A ces escapades bucoliques, depuis janvier 2020, je prenais, un dimanche par mois, la route vers Campbon, charmant village niché sur un mont de Bretagne, entre Nantes et Saint-Nazaire. C’était la première fois de ma vie que j’animais un stage « Clown » Je n’aurais jamais osé si ToTTi ne m’avait pas dit : « Vas-y ! ». « ToTTi », je l’avais rencontré grâce à Jean-Luc qui m’avait accompagné vers ce trésor enfoui. « Transmettre ce que j’avais reçu, vécu, depuis que ce Nez m’avait été offert » était la proposition de Déborah. Le pas était fait. La participation était libre. Six stagiaires, ravis, décidaient de remplir mon bonnet. Je me retrouvais, par un doux hasard, sage-femme de Clowns aussi beaux, aussi uniques et touchants les uns que les autres. Ce pécule, et bien plus, me sauvait d’une catastrophe annoncée. Malgré tous mes efforts, l’énergie et le temps que je déployais, je ne parvenais plus, ces derniers temps,  à vendre mes spectacles. Le marché était rude. Les coudes se serraient. Cette échappée, un dimanche, avait allumé une étincelle d’espoir en mon cœur. Ce dimanche 3 mai 2020, tout espoir s’éteignait. Le monde du spectacle était confiné jusqu’à nouvel ordre. Qui donnait les ordres ? Il me restait  un certain nombre de pommes Dauphine dans le compartiment Pôle Nord de mon réfrigérateur. Je n’avais plus envie de les compter, les pommes Dauphine. ToTTi dormait dans l’arbre de son coffret. Rien, ce dimanche, il n’y aurait rien, rien qu’un « Coucou » qui me ferait naître à l’instant présent.

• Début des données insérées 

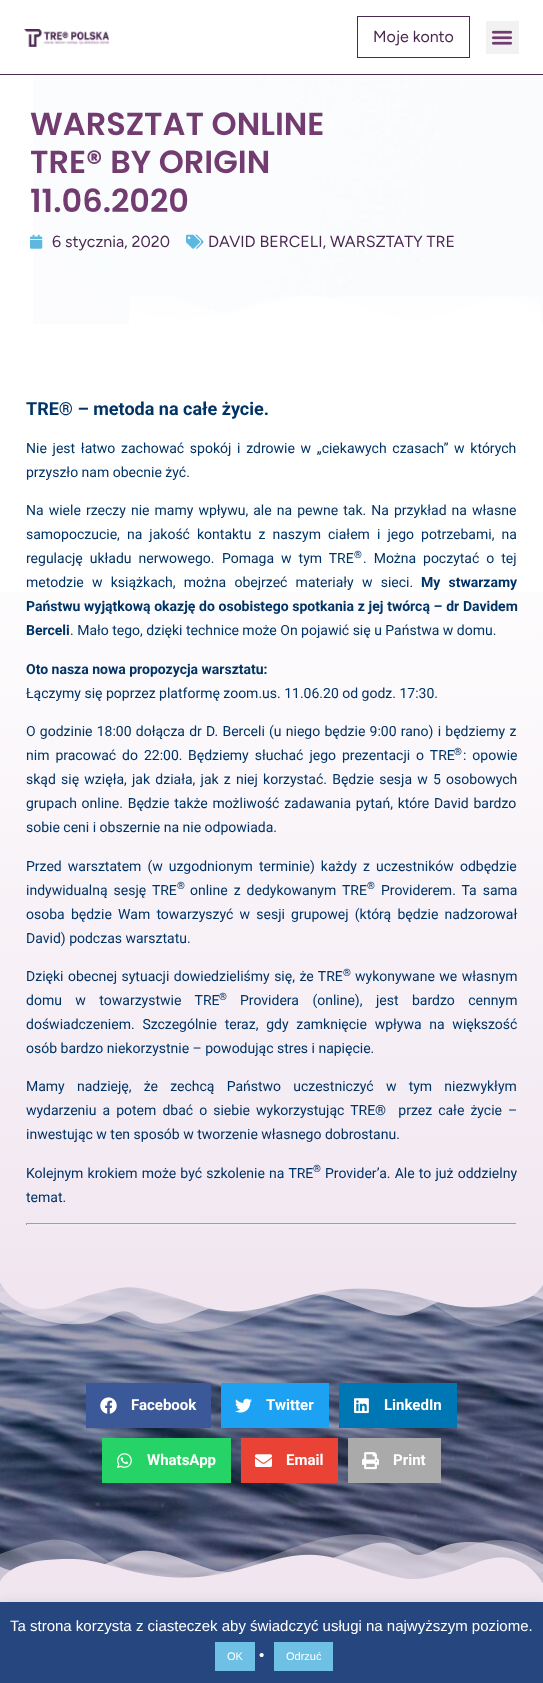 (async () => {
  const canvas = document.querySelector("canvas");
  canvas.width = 543;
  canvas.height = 1683;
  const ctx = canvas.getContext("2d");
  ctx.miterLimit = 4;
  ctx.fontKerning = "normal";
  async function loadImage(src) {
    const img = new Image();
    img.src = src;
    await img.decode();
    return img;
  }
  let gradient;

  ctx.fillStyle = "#ffffff";
  ctx.fillRect(0, 0, 543, 1683);
  ctx.fillStyle = "#4a2950";
  ctx.fillRect(0, 74, 543, 1);
  ctx.drawImage(await loadImage("img/1.png"), 24, 29, 85, 18);
  ctx.strokeStyle = "#4a2950";
  ctx.strokeRect(357.5, 16.5, 112, 41);
  ctx.fillStyle = "#f2f2f2";
  ctx.fillRect(486, 21, 33, 33);
  ctx.drawImage(await loadImage("img/2.png"), 491, 30, 22, 15);
  ctx.drawImage(await loadImage("img/3.png"), 33, 75, 510, 249);
  ctx.drawImage(await loadImage("img/4.png"), 30, 234, 13, 15);
  ctx.drawImage(await loadImage("img/5.png"), 186, 234, 18, 15);
  ctx.drawImage(await loadImage("img/6.png"), 129, 296, 413, 28);
  gradient = ctx.createLinearGradient(271, 324, 272, 1283);
  gradient.addColorStop(0.2, "#ffffff");
  gradient.addColorStop(1, "#f1e6f0");
  ctx.fillStyle = gradient;
  ctx.fillRect(0, 592, 543, 691);
  for (const [x, y, w, h, color] of [
    [26, 1223, 491, 1, "#9f9f9f"],
    [516, 1223, 1, 2, "#eeeeee"],
    [26, 1224, 491, 1, "#eeeeee"],
    [26, 1223, 1, 2, "#9f9f9f"],
  ]) {
    ctx.fillStyle = color;
    ctx.fillRect(x, y, w, h);
  }
  ctx.drawImage(await loadImage("img/7.png"), 0, 1283, 543, 300);
  ctx.drawImage(await loadImage("img/8.png"), 0, 1283, 543, 49);
  ctx.fillStyle = "#3b5998";
  ctx.fillRect(86, 1383, 125, 45);
  ctx.drawImage(await loadImage("img/9.png"), 100, 1397, 17, 17);
  ctx.fillStyle = "#1da1f2";
  ctx.fillRect(221, 1383, 108, 45);
  ctx.drawImage(await loadImage("img/10.png"), 235, 1398, 17, 15);
  ctx.fillStyle = "#0077b5";
  ctx.fillRect(339, 1383, 118, 45);
  ctx.drawImage(await loadImage("img/11.png"), 354, 1398, 15, 16);
  ctx.fillStyle = "#25d366";
  ctx.fillRect(102, 1438, 129, 45);
  ctx.drawImage(await loadImage("img/12.png"), 117, 1453, 15, 15);
  ctx.fillStyle = "#ea4335";
  ctx.fillRect(241, 1438, 97, 45);
  ctx.drawImage(await loadImage("img/13.png"), 255, 1454, 17, 13);
  ctx.fillStyle = "#aaaaaa";
  ctx.fillRect(348, 1438, 93, 45);
  ctx.drawImage(await loadImage("img/14.png"), 362, 1452, 17, 18);
  ctx.drawImage(await loadImage("img/15.png"), 0, 1534, 543, 49);
  ctx.fillStyle = "#f1e6f0";
  ctx.fillRect(0, 1583, 543, 19);
  ctx.fillStyle = "rgba(172, 171, 171, 0.3)";
  ctx.filter = "blur(5px)";
  ctx.beginPath();
  ctx.rect(0, 1601, 543, 81);
  ctx.fill();
  ctx.filter = "none";
  for (const [x, y, w, h, color] of [
    [0, 1602, 543, 81, "#25467f"],
    [215, 1642, 40, 29, "#6ec1e4"],
    [274, 1642, 59, 29, "#6ec1e4"],
  ]) {
    ctx.fillStyle = color;
    ctx.fillRect(x, y, w, h);
  }
  ctx.font = "16px Figtree";
  ctx.fillStyle = "#4a2950";
  ctx.fillText("Moje konto", 373, 42);
  ctx.font = "600 32px Poppins";
  ctx.fillStyle = "#723c70";
  for (const [text, x, y] of [
    ["WARSZTAT ONLINE", 30, 135],
    ["TRE® BY ORIGIN", 30, 173],
    ["11.06.2020", 30, 212],
  ]) {
    ctx.fillText(text, x, y);
  }
  ctx.font = "16px Figtree";
  ctx.fillStyle = "#4a2950";
  ctx.fillText("6 stycznia, 2020", 52, 247);
  ctx.fillText("DAVID BERCELI, WARSZTATY TRE", 208, 247);
  ctx.font = "bold 18px Roboto";
  ctx.fillStyle = "#003366";
  ctx.fillText("TRE® – metoda na całe życie.", 26, 415);
  ctx.wordSpacing = "2.25px";
  ctx.font = "14px Roboto";
  ctx.fillText("Nie jest łatwo zachować spokój i zdrowie w „ciekawych czasach” w których", 26, 453);
  ctx.wordSpacing = "0px";
  ctx.fillText("przyszło nam obecnie żyć.", 26, 477);
  ctx.wordSpacing = "1.6px";
  ctx.fillText("Na wiele rzeczy nie mamy wpływu, ale na pewne tak. Na przykład na własne", 26, 515);
  ctx.wordSpacing = "3.6px";
  ctx.fillText("samopoczucie, na jakość kontaktu z naszym ciałem i jego potrzebami, na", 26, 539);
  ctx.wordSpacing = "3.5px";
  ctx.fillText("regulację układu nerwowego.", 26, 563);
  ctx.fillText("Pomaga w tym TRE", 222, 563);
  ctx.wordSpacing = "0px";
  ctx.font = "10px Roboto";
  ctx.fillText("®", 354, 558);
  ctx.wordSpacing = "3.5px";
  ctx.font = "14px Roboto";
  ctx.fillText(". Można poczytać o tej", 363, 563);
  ctx.wordSpacing = "4.75px";
  ctx.fillText("metodzie w książkach, można obejrzeć materiały w sieci.", 26, 587);
  ctx.font = "bold 14px Roboto";
  ctx.fillText("My stwarzamy", 421, 587);
  ctx.wordSpacing = "0.25px";
  ctx.fillText("Państwu wyjątkową okazję do osobistego spotkania z jej twórcą – dr Davidem", 26, 611);
  ctx.wordSpacing = "0px";
  ctx.fillText("Berceli", 26, 635);
  ctx.font = "14px Roboto";
  ctx.fillText(". Mało tego, dzięki technice może On pojawić się u Państwa w domu.", 70, 635);
  ctx.font = "bold 14px Roboto";
  ctx.fillText("Oto nasza nowa propozycja warsztatu:", 26, 674);
  ctx.font = "14px Roboto";
  ctx.fillText("Łączymy się poprzez platformę zoom.us. 11.06.20 od godz. 17:30.", 26, 698);
  ctx.wordSpacing = "0.75px";
  ctx.fillText("O godzinie 18:00 dołącza dr D. Berceli (u niego będzie 9:00 rano) i będziemy z", 26, 736);
  ctx.wordSpacing = "2.5px";
  ctx.fillText("nim pracować do 22:00.", 26, 760);
  ctx.fillText("Będziemy słuchać jego prezentacji o TRE", 188, 760);
  ctx.wordSpacing = "0px";
  ctx.font = "10px Roboto";
  ctx.fillText("®", 454, 755);
  ctx.wordSpacing = "2.5px";
  ctx.font = "14px Roboto";
  ctx.fillText(": opowie", 463, 760);
  ctx.wordSpacing = "1.75px";
  ctx.fillText("skąd się wzięła, jak działa, jak z niej korzystać. Będzie sesja w 5 osobowych", 26, 784);
  ctx.wordSpacing = "1.25px";
  ctx.fillText("grupach online. Będzie także możliwość zadawania pytań, które David bardzo", 26, 808);
  ctx.wordSpacing = "0px";
  ctx.fillText("sobie ceni i obszernie na nie odpowiada.", 26, 832);
  ctx.wordSpacing = "2.6px";
  ctx.fillText("Przed warsztatem (w uzgodnionym terminie) każdy z uczestników odbędzie", 26, 871);
  ctx.wordSpacing = "2.5px";
  ctx.fillText("indywidualną sesję TRE", 26, 895);
  ctx.wordSpacing = "0px";
  ctx.font = "10px Roboto";
  ctx.fillText("®", 177, 889);
  ctx.wordSpacing = "2.5px";
  ctx.font = "14px Roboto";
  ctx.fillText("online z dedykowanym TRE", 190, 895);
  ctx.wordSpacing = "0px";
  ctx.font = "10px Roboto";
  ctx.fillText("®", 367, 889);
  ctx.wordSpacing = "2.5px";
  ctx.font = "14px Roboto";
  ctx.fillText("Providerem. Ta sama", 381, 895);
  ctx.wordSpacing = "2.75px";
  ctx.fillText("osoba będzie Wam towarzyszyć w sesji grupowej (którą będzie nadzorował", 26, 919);
  ctx.wordSpacing = "0px";
  ctx.fillText("David) podczas warsztatu.", 26, 943);
  ctx.wordSpacing = "1px";
  ctx.fillText("Dzięki obecnej sytuacji dowiedzieliśmy się, że TRE", 26, 981);
  ctx.wordSpacing = "0px";
  ctx.font = "10px Roboto";
  ctx.fillText("®", 343, 976);
  ctx.wordSpacing = "1px";
  ctx.font = "14px Roboto";
  ctx.fillText("wykonywane we własnym", 355, 981);
  ctx.wordSpacing = "10px";
  ctx.fillText("domu w towarzystwie TRE", 26, 1005);
  ctx.wordSpacing = "0px";
  ctx.font = "10px Roboto";
  ctx.fillText("®", 219, 1000);
  ctx.wordSpacing = "10px";
  ctx.font = "14px Roboto";
  ctx.fillText("Providera (online), jest bardzo cennym", 240, 1005);
  ctx.wordSpacing = "4.25px";
  ctx.fillText("doświadczeniem. Szczególnie teraz, gdy zamknięcie wpływa na większość", 26, 1029);
  ctx.wordSpacing = "0px";
  ctx.fillText("osób bardzo niekorzystnie – powodując stres i napięcie.", 26, 1053);
  ctx.wordSpacing = "8.75px";
  ctx.fillText("Mamy nadzieję, że zechcą Państwo uczestniczyć w tym niezwykłym", 26, 1091);
  ctx.wordSpacing = "2.6px";
  ctx.fillText("wydarzeniu a potem dbać o siebie wykorzystując TRE®  przez całe życie", 26, 1115);
  ctx.wordSpacing = "0px";
  ctx.fillText("–", 508, 1115);
  ctx.fillText("inwestując w ten sposób w tworzenie własnego dobrostanu.", 26, 1139);
  ctx.wordSpacing = "0.75px";
  ctx.fillText("Kolejnym krokiem może być szkolenie na TRE", 26, 1178);
  ctx.wordSpacing = "0px";
  ctx.font = "10px Roboto";
  ctx.fillText("®", 313, 1172);
  ctx.wordSpacing = "0.75px";
  ctx.font = "14px Roboto";
  ctx.fillText("Provider’a. Ale to już oddzielny", 325, 1178);
  ctx.wordSpacing = "0px";
  ctx.fillText("temat.", 26, 1202);
  ctx.font = "bold 15px Roboto";
  ctx.fillStyle = "#ffffff";
  for (const [text, x, y] of [
    ["Facebook", 131, 1410],
    ["Twitter", 266, 1410],
    ["LinkedIn", 384, 1410],
    ["WhatsApp", 147, 1465],
    ["Email", 286, 1465],
    ["Print", 393, 1465],
  ]) {
    ctx.fillText(text, x, y);
  }
  ctx.font = "15px Liberation Sans";
  ctx.fillText("Ta strona korzysta z ciasteczek aby świadczyć usługi na najwyższym poziome.", 10, 1631);
  ctx.font = "11px Liberation Sans";
  ctx.fillText("OK", 227, 1660);
  ctx.font = "15px Liberation Sans";
  ctx.fillText("•", 259, 1660);
  ctx.font = "11px Liberation Sans";
  ctx.fillText("Odrzuć", 286, 1660);
})();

Rien (Le Petit Larousse de Poche) : 1 – (avec ne ou précédé de sans) Aucune chose : il ne fait rien ; sans rien faire. 2 – (sans ne) A une valeur négative dans des réponses ou des phrases sans phrase : à quoi penses-tu ? – à rien ; rien à l’horizon. 3- (sans ne) Quelque chose : est-il rien de plus simple ? .Cela ne fait rien : cela importe peu. Cela n’est rien : c’est peu de chose. Comme si de rien n’était : comme si la chose n’était pas arrivée. De rien : réponse polie à un remerciement. De rien, ou, de rien du tout : sans importance. Pour rien : (a) inutilement. (b) gratuitement, pour très peu d’argent. Rien que : seulement. Chose sans importance, bagatelle : un rien lui fait peur. En un rien de temps : en très peu de temps. Un rien de : un petit peu de.

Rien (Le Petit Rousse de Poche) : pour tout accueillir.

N’était-il rien de plus simple que de ne penser à rien ?

Coucou ! Coucou ! Coucou !

 

Thierry Rousse, Nantes,  dimanche 3 mai 2020.